I haven't read the full thread but this seems to be quite a fashionable topic on MN this year. As such, I am sure you will get plenty of responses agreeing with you.
I suspect most of us oldies take more more of a view that it's not just about us, it's about the whole day for everyone.
By getting so het up about receiving gifts you are effectively making it all about you and attention seeking, whether you intend to or not
Go with the consensus is good advice for most occasions I find.

Bestreached · 25/12/2025 12:18

Katypp · 25/12/2025 11:24

I haven't read the full thread but this seems to be quite a fashionable topic on MN this year. As such, I am sure you will get plenty of responses agreeing with you.
I suspect most of us oldies take more more of a view that it's not just about us, it's about the whole day for everyone.
By getting so het up about receiving gifts you are effectively making it all about you and attention seeking, whether you intend to or not
Go with the consensus is good advice for most occasions I find.

Edited

"I suspect most of us oldies take more more of a view that it's not just about us, it's about the whole day for everyone."

As well as the irritating hint here that standards have declined, there is the oft-seen blind spot about what counts as a valid opinion.

If it's not just about you, don't give me a gift. Since I have told you quite clearly that I don't want one, you giving me one makes it about you. It doesn't make it about 'the whole day for everyone' because I am part of 'everyone' and you are discounting my view.

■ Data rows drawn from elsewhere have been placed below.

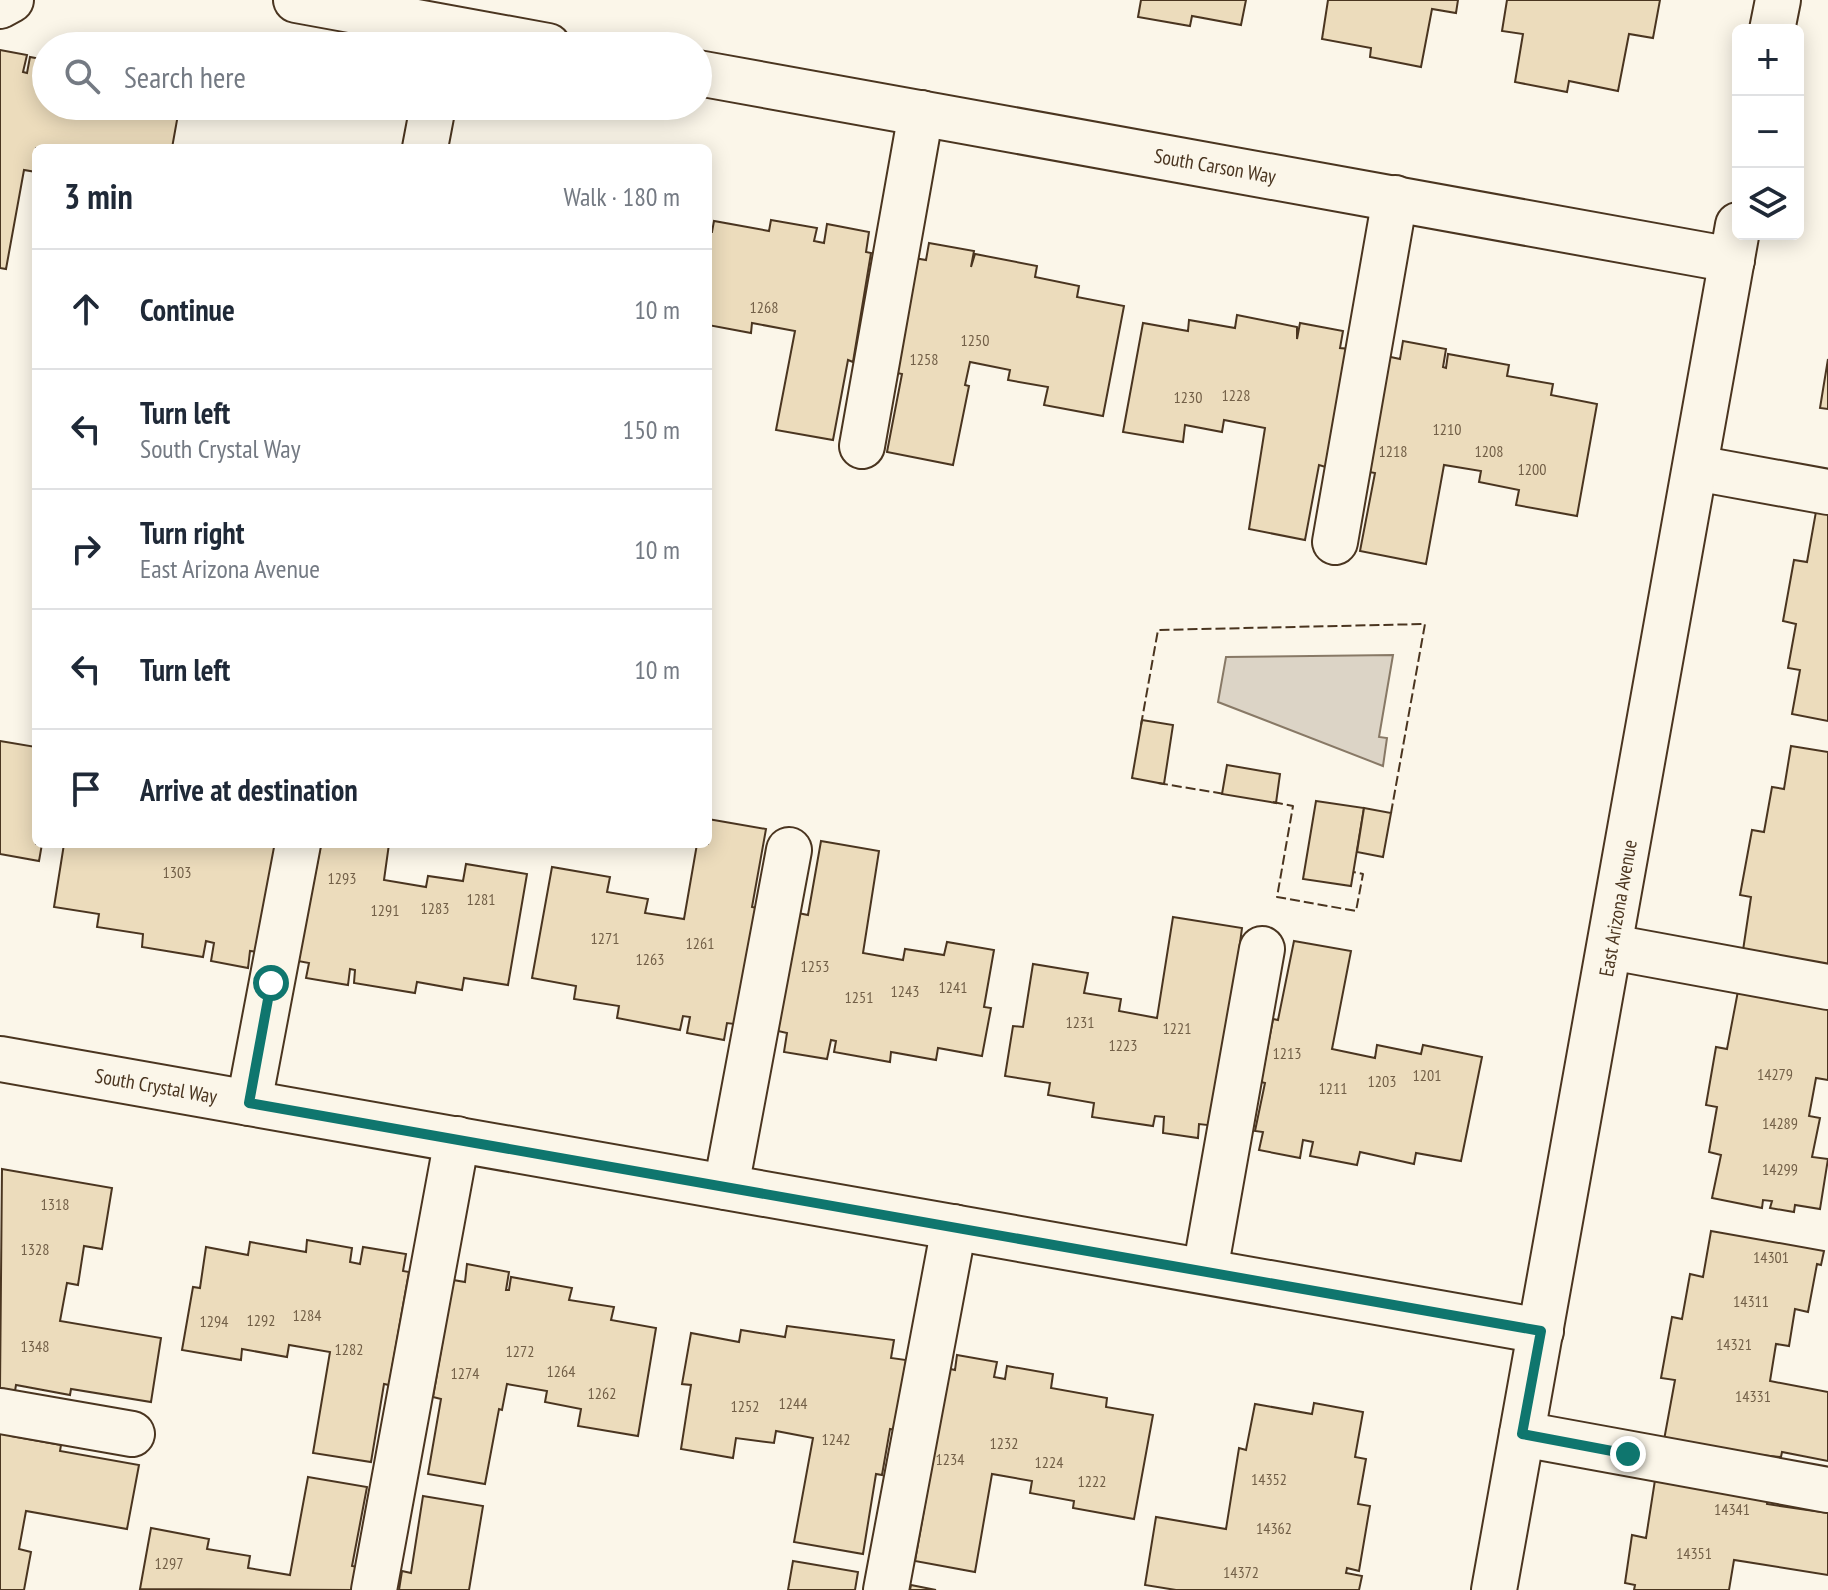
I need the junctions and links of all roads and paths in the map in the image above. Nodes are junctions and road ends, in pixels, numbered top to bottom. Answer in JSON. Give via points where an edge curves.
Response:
{"nodes":[{"id":1,"x":11,"y":0,"type":"edge"},
{"id":2,"x":296,"y":0,"type":"edge"},
{"id":3,"x":1778,"y":0,"type":"edge"},
{"id":4,"x":0,"y":6,"type":"edge"},
{"id":5,"x":1773,"y":24,"type":"edge"},
{"id":6,"x":425,"y":32,"type":"edge"},
{"id":7,"x":712,"y":76,"type":"edge"},
{"id":8,"x":921,"y":113,"type":"junction"},
{"id":9,"x":430,"y":120,"type":"edge"},
{"id":10,"x":426,"y":144,"type":"edge"},
{"id":11,"x":1395,"y":198,"type":"junction"},
{"id":12,"x":1735,"y":242,"type":"edge"},
{"id":13,"x":862,"y":446,"type":"dead end"},
{"id":14,"x":1696,"y":468,"type":"junction"},
{"id":15,"x":1828,"y":492,"type":"edge"},
{"id":16,"x":1335,"y":542,"type":"dead end"},
{"id":17,"x":297,"y":848,"type":"edge"},
{"id":18,"x":789,"y":850,"type":"dead end"},
{"id":19,"x":1611,"y":947,"type":"junction"},
{"id":20,"x":1262,"y":949,"type":"dead end"},
{"id":21,"x":1828,"y":987,"type":"edge"},
{"id":22,"x":0,"y":1059,"type":"edge"},
{"id":23,"x":249,"y":1103,"type":"junction"},
{"id":24,"x":457,"y":1139,"type":"junction"},
{"id":25,"x":726,"y":1187,"type":"junction"},
{"id":26,"x":954,"y":1227,"type":"junction"},
{"id":27,"x":1205,"y":1271,"type":"junction"},
{"id":28,"x":1541,"y":1331,"type":"junction"},
{"id":29,"x":0,"y":1411,"type":"edge"},
{"id":30,"x":132,"y":1434,"type":"dead end"},
{"id":31,"x":1522,"y":1434,"type":"junction"},
{"id":32,"x":1828,"y":1490,"type":"edge"},
{"id":33,"x":374,"y":1590,"type":"edge"},
{"id":34,"x":886,"y":1590,"type":"edge"},
{"id":35,"x":1494,"y":1590,"type":"edge"}],
"edges":[{"from":1,"to":4,"type":"street"},
{"from":2,"to":6,"type":"street"},
{"from":3,"to":5,"type":"street"},
{"from":7,"to":8,"type":"street","name":"South Carson Way"},
{"from":8,"to":11,"type":"street","name":"South Carson Way"},
{"from":8,"to":13,"type":"street"},
{"from":9,"to":10,"type":"street"},
{"from":11,"to":12,"type":"street","name":"South Carson Way"},
{"from":11,"to":16,"type":"street"},
{"from":12,"to":14,"type":"street","name":"East Arizona Avenue"},
{"from":14,"to":15,"type":"street"},
{"from":14,"to":19,"type":"street","name":"East Arizona Avenue"},
{"from":17,"to":23,"type":"street"},
{"from":18,"to":25,"type":"street"},
{"from":19,"to":21,"type":"street"},
{"from":19,"to":28,"type":"street","name":"East Arizona Avenue"},
{"from":20,"to":27,"type":"street"},
{"from":22,"to":23,"type":"street","name":"South Crystal Way"},
{"from":23,"to":24,"type":"street","name":"South Crystal Way"},
{"from":24,"to":25,"type":"street","name":"South Crystal Way"},
{"from":24,"to":33,"type":"street"},
{"from":25,"to":26,"type":"street","name":"South Crystal Way"},
{"from":26,"to":27,"type":"street","name":"South Crystal Way"},
{"from":26,"to":34,"type":"street"},
{"from":27,"to":28,"type":"street","name":"South Crystal Way"},
{"from":28,"to":31,"type":"street","name":"East Arizona Avenue"},
{"from":29,"to":30,"type":"street"},
{"from":31,"to":32,"type":"street"},
{"from":31,"to":35,"type":"street","name":"East Arizona Avenue"}]}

How is me not wanting gifts 'making it all about me' whereas you ignoring me and buying me a gift not 'making it all about you'?

OP posts:
phoenixrosehere · 25/12/2025 12:19

Katypp · 25/12/2025 11:24

I haven't read the full thread but this seems to be quite a fashionable topic on MN this year. As such, I am sure you will get plenty of responses agreeing with you.
I suspect most of us oldies take more more of a view that it's not just about us, it's about the whole day for everyone.
By getting so het up about receiving gifts you are effectively making it all about you and attention seeking, whether you intend to or not
Go with the consensus is good advice for most occasions I find.

Edited

How is it about everyone if people continue to ignore those who say they don’t want gifts? People that ignore this do often have others to buy for, why is it an issue to have one less person to buy for?

Someone says they don’t want gifts, I take them at their word.

I don’t just ignore them because it’s a holiday.

People say that Christmas has gotten too materialistic while telling people they should be grateful for getting a gift and now attention-seeking to say you don’t want gifts to begin with.

Why force gifts upon people who don’t want them?

Why is the giver’s want to give gifts trump the receiver who doesn’t want them at all?

Katypp · 25/12/2025 12:25

phoenixrosehere · 25/12/2025 12:19

How is it about everyone if people continue to ignore those who say they don’t want gifts? People that ignore this do often have others to buy for, why is it an issue to have one less person to buy for?

Someone says they don’t want gifts, I take them at their word.

I don’t just ignore them because it’s a holiday.

People say that Christmas has gotten too materialistic while telling people they should be grateful for getting a gift and now attention-seeking to say you don’t want gifts to begin with.

Why force gifts upon people who don’t want them?

Why is the giver’s want to give gifts trump the receiver who doesn’t want them at all?

Because sometimes you have to put your own feelings aside for the sake of others. Gift giving is standard Christmas behaviour.
Refusing to accept gifts is performative and will make others feel awkward. It's not all about one person.